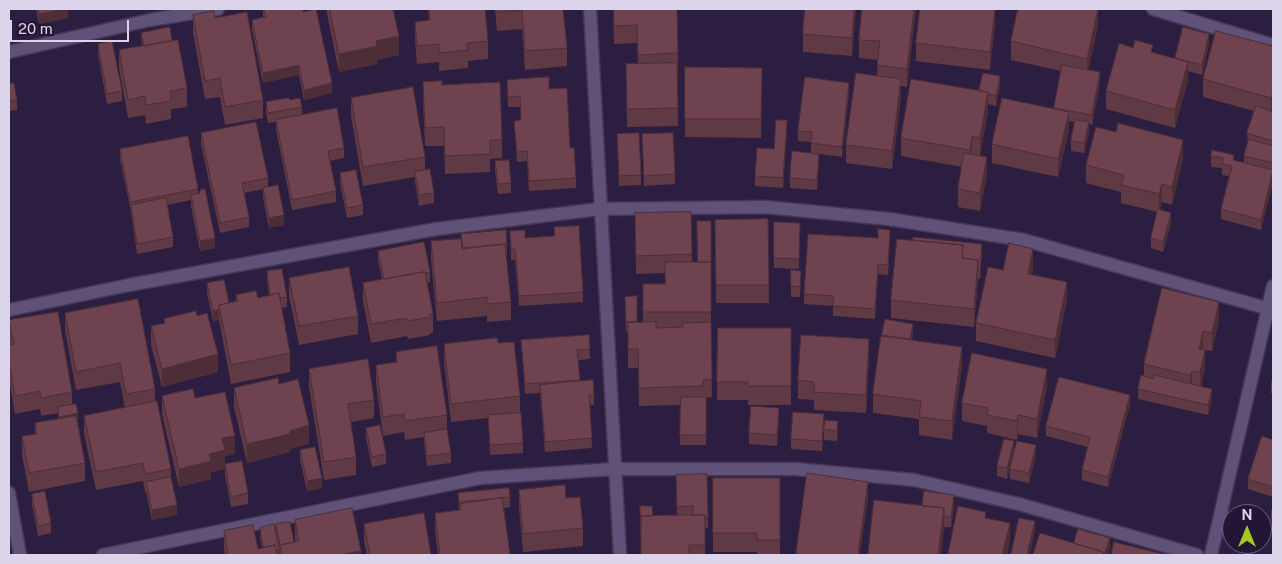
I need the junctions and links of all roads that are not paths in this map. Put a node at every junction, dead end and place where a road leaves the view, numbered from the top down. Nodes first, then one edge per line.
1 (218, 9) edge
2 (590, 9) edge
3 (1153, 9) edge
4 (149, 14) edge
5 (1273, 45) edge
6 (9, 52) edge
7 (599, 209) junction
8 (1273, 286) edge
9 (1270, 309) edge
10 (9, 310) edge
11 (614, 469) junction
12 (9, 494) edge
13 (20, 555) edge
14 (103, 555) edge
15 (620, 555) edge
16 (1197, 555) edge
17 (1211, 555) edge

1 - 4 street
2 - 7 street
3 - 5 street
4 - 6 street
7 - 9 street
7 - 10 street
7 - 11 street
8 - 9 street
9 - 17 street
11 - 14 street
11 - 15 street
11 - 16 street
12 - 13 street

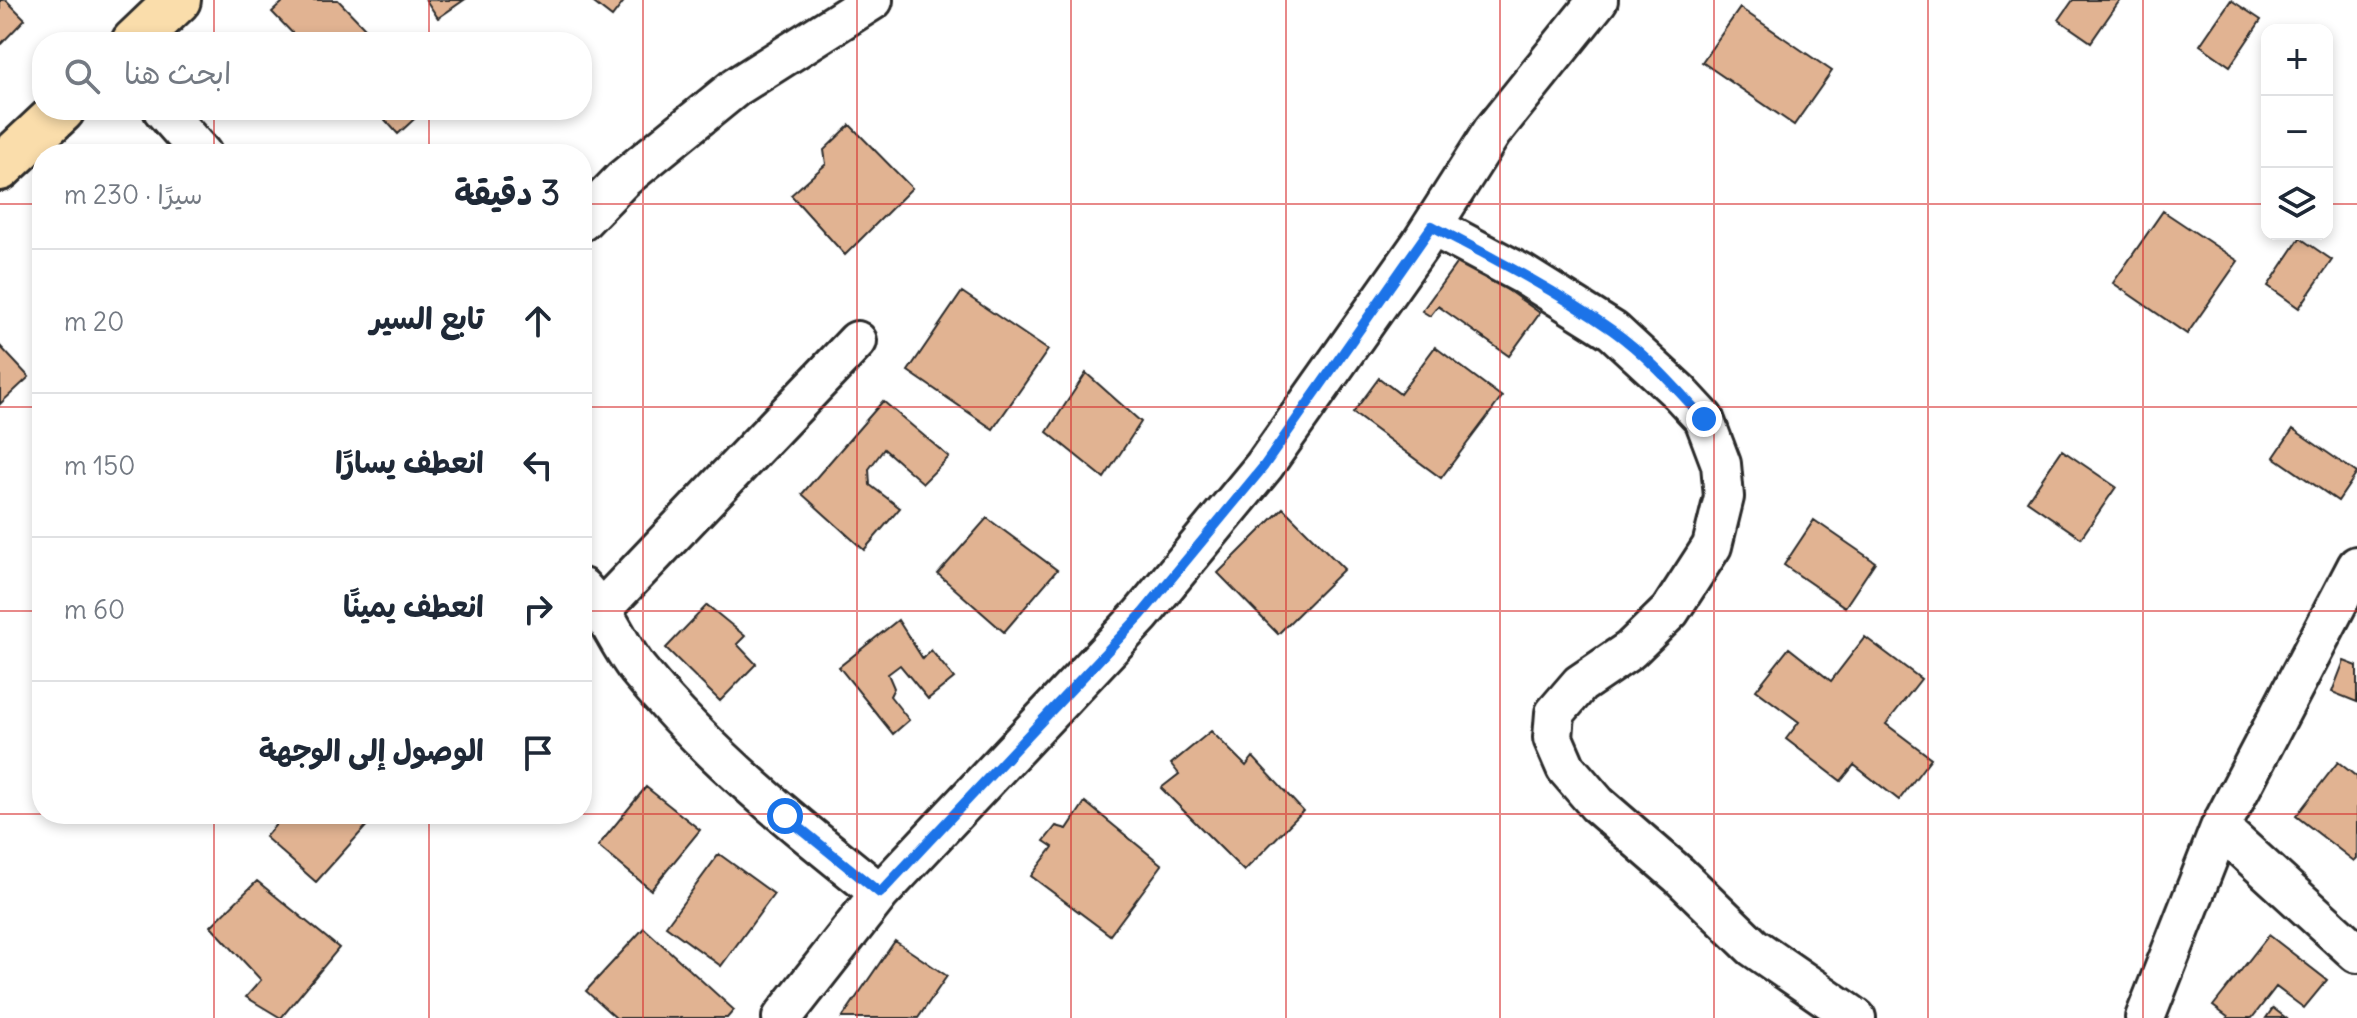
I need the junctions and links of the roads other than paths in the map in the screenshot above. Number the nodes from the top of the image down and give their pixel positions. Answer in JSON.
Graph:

- _WORK TASK_:
Copy the entries above faithfully and omit every image.

- _OUTPUT BELOW_:
I need the junctions and links of all roads that are not paths in this map. Put a node at every junction, dead end and place where a road leaves the view, numbered from the top down. Nodes first, then one edge per line.
1 (218, 9) edge
2 (590, 9) edge
3 (1153, 9) edge
4 (149, 14) edge
5 (1273, 45) edge
6 (9, 52) edge
7 (599, 209) junction
8 (1273, 286) edge
9 (1270, 309) edge
10 (9, 310) edge
11 (614, 469) junction
12 (9, 494) edge
13 (20, 555) edge
14 (103, 555) edge
15 (620, 555) edge
16 (1197, 555) edge
17 (1211, 555) edge

1 - 4 street
2 - 7 street
3 - 5 street
4 - 6 street
7 - 9 street
7 - 10 street
7 - 11 street
8 - 9 street
9 - 17 street
11 - 14 street
11 - 15 street
11 - 16 street
12 - 13 street

I need the junctions and links of the roads other than paths in the map in the screenshot above. Number the nodes from the top of the image down and give their pixel positions. Answer in JSON.
Graph:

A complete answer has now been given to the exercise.